It contains ten stories, among which are a few of my favourites: “The Miracle at Kallithea”, an unabashedly romantic tale about an artist on a Greek island, his grief for his dead daughter, and the scientist who offers the hope of bringing her back to life – after a fashion… Also set on a Greek island is “The Kings of Eternity”, the short story, first published in SF Age in 2000, which inspired the novel of the same title. It’s about an immortal man, and how he became immortal, and much more. “Deep Future” is unusual in that I don’t write many far, far future tales: this one is about a time, one billion years from now, when crab-like creatures are the dominant life-form on Earth.
From Keith Brooke’s introduction:
I first became aware of Eric’s work in the late 1980s when a mutual friend, the novelist Mike Cobley, mentioned Eric Brown among a few writers to watch. I sought out his early stories and was hooked – by the plotting and craft but, more than anything, by the deep compassion in the writing.

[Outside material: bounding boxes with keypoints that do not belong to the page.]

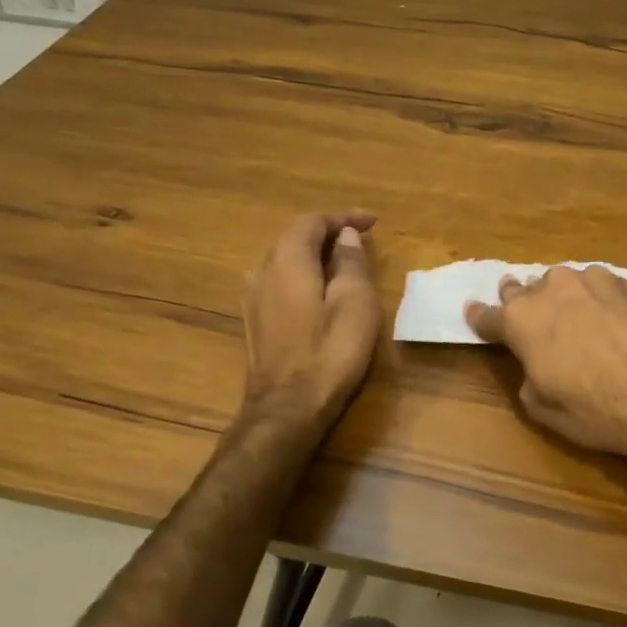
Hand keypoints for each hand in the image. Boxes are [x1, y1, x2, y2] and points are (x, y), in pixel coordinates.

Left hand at [241, 211, 381, 424]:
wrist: (287, 409)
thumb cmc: (329, 352)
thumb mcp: (355, 302)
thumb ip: (350, 263)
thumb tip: (346, 237)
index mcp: (287, 260)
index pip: (312, 222)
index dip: (343, 217)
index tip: (373, 222)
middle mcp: (262, 272)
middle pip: (294, 238)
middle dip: (329, 233)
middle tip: (361, 240)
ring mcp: (253, 299)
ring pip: (285, 261)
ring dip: (315, 256)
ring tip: (345, 264)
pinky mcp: (255, 323)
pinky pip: (280, 283)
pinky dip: (303, 276)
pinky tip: (320, 292)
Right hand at [466, 266, 626, 468]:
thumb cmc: (593, 409)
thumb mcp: (541, 406)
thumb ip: (525, 372)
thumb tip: (533, 358)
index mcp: (520, 321)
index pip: (487, 315)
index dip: (479, 317)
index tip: (474, 313)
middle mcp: (548, 289)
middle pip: (521, 289)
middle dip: (519, 300)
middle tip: (524, 311)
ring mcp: (587, 279)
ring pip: (560, 281)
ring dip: (558, 296)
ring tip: (569, 313)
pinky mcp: (621, 281)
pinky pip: (594, 282)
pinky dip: (592, 295)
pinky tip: (603, 311)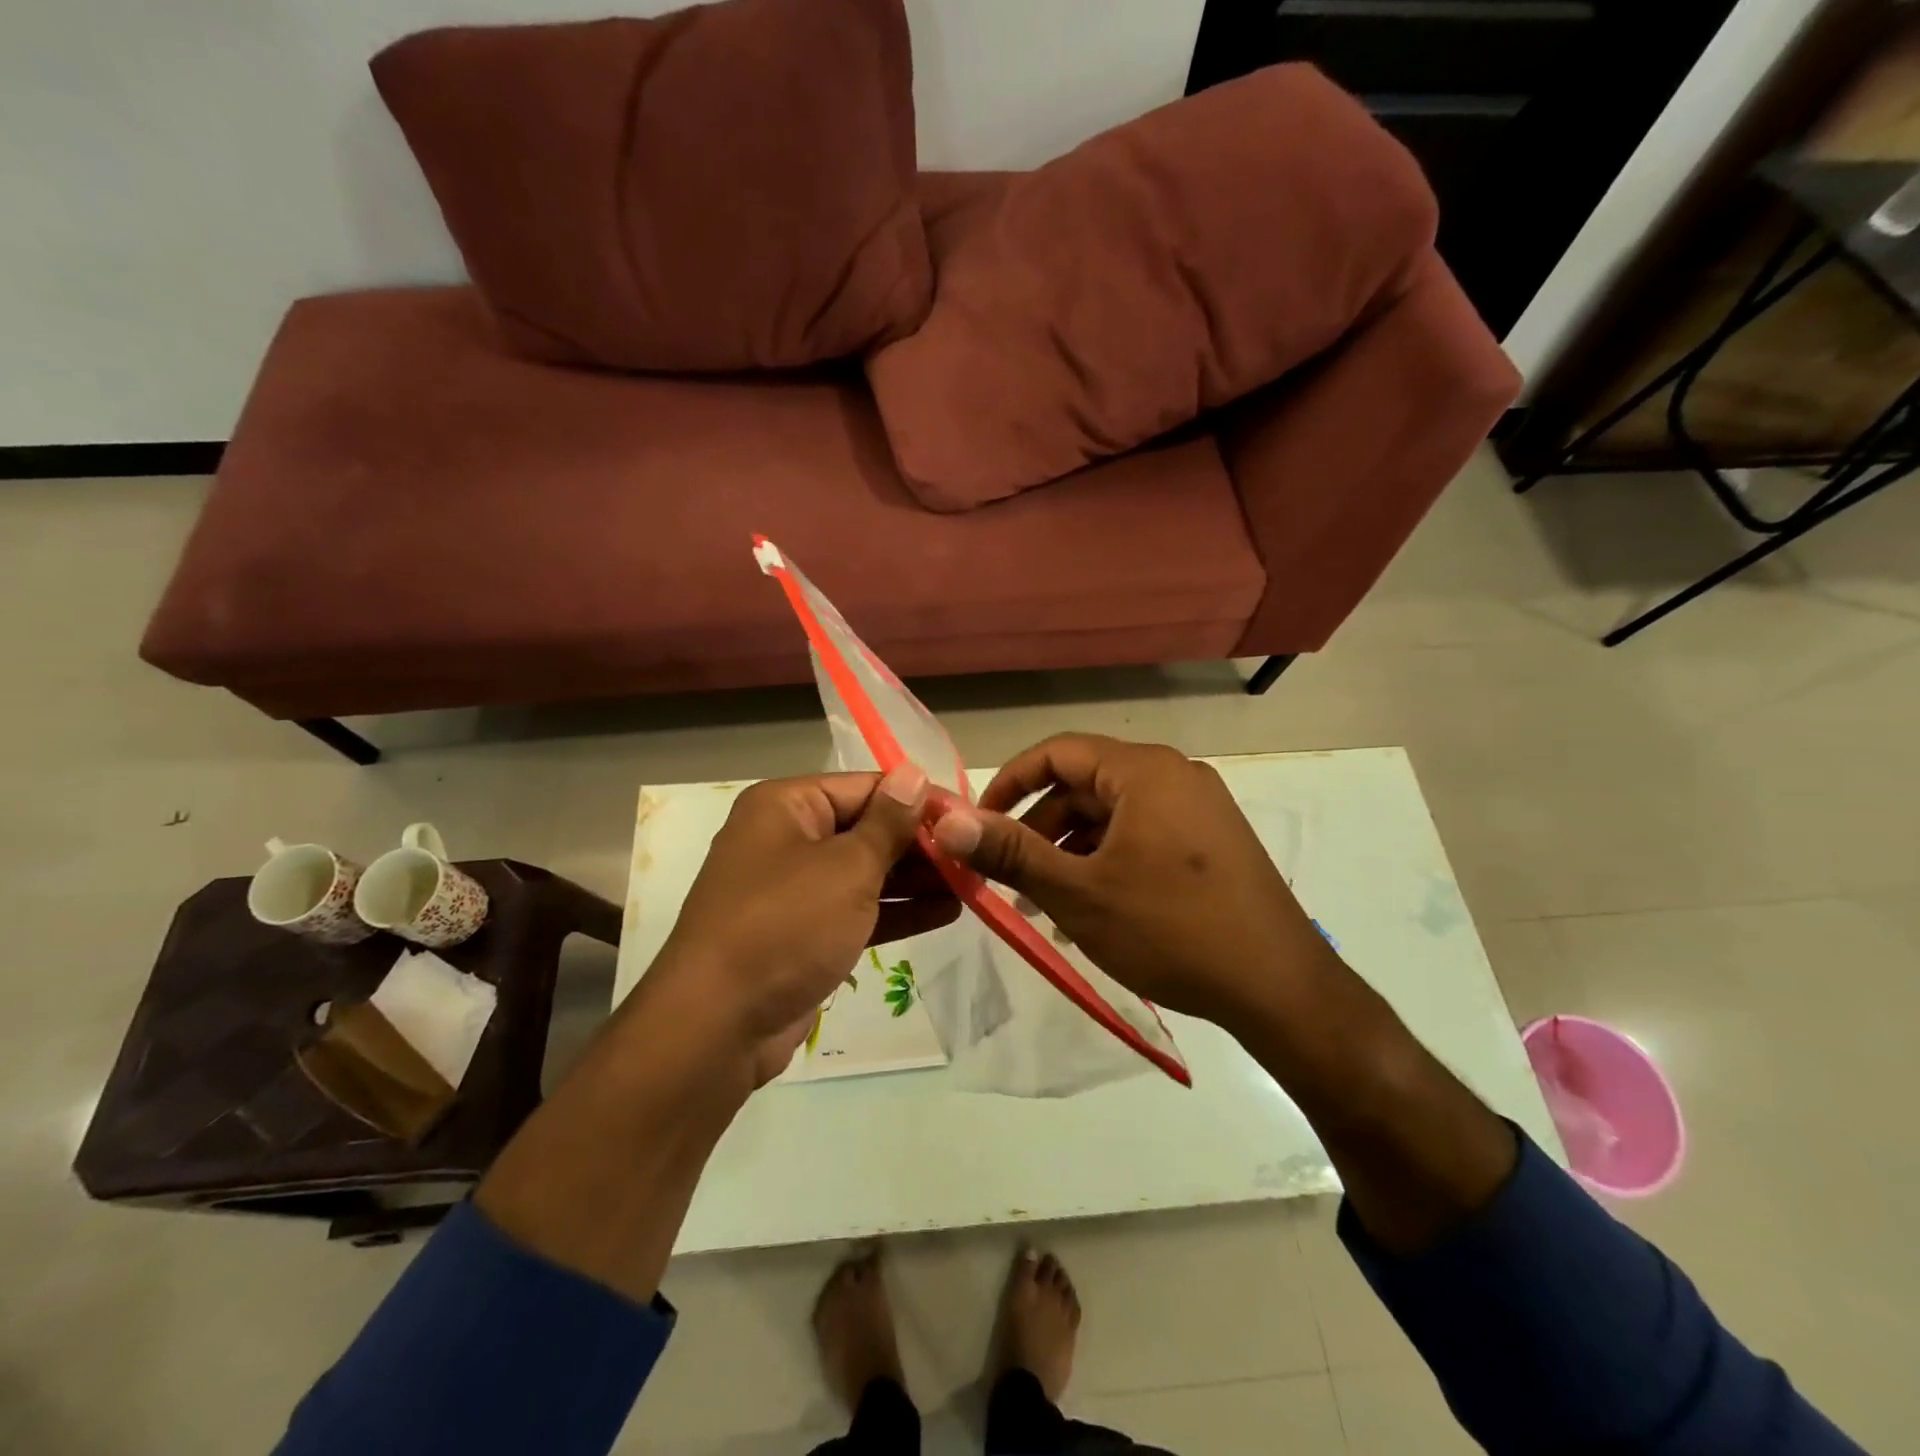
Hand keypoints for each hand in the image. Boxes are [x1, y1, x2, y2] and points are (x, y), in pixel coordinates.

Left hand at [646, 765, 957, 1084]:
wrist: (717, 1027)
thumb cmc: (785, 926)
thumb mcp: (846, 867)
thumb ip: (888, 822)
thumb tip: (914, 773)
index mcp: (787, 806)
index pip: (866, 787)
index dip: (919, 800)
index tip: (968, 817)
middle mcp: (787, 839)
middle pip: (867, 829)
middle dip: (921, 844)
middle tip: (976, 856)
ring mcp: (794, 890)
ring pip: (865, 873)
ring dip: (916, 880)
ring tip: (972, 883)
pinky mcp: (803, 934)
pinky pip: (857, 910)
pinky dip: (896, 911)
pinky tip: (946, 912)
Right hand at [927, 734, 1332, 1033]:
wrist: (1282, 990)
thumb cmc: (1172, 931)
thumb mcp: (1079, 893)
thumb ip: (1009, 852)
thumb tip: (943, 820)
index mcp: (1144, 771)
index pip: (1057, 753)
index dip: (1009, 784)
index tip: (978, 826)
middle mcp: (1174, 776)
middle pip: (1085, 785)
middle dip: (1039, 827)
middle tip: (1010, 877)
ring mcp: (1199, 809)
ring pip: (1113, 815)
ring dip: (1071, 850)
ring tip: (1045, 903)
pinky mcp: (1212, 842)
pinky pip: (1143, 835)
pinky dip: (1107, 861)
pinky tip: (1092, 908)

Those familiar with Eric’s work know that he is a writer who revisits and explores certain themes and moods: longing, loss, redemption; the lingering effects of events long past; the power of art to give life meaning; the quest for love and the questioning of love. This exploration and re-exploration gives his work tremendous resonance, unifying apparently disparate stories into a fictional universe that is as distinctive as any operating in the field of science fiction today.
In this collection you will find stories that range from the Victorian past to the far, far future, varying in setting from Eric’s native Yorkshire to Greece, Asia and the far-flung planets of his imagination. You will find a colourful, atmospheric travel story, which also happens to feature first contact; a gentle and poignant love story that happens to be set in virtual reality; alien structures looming on the horizon of a wintery, near-future Yorkshire. You will find all the trappings of both modern and traditional science fiction, but always it is their effect and impact on the characters that is paramount, not the exploration of neat ideas for their own sake.
None of this should be taken to imply that the science-fictional elements are incidental in Eric’s work: they’re not; the stories twist and turn and burst with ideas as does the very best SF. The point I labour to make is that these are real and humane stories that contain far more than just aliens and telepaths and fancy rocketships.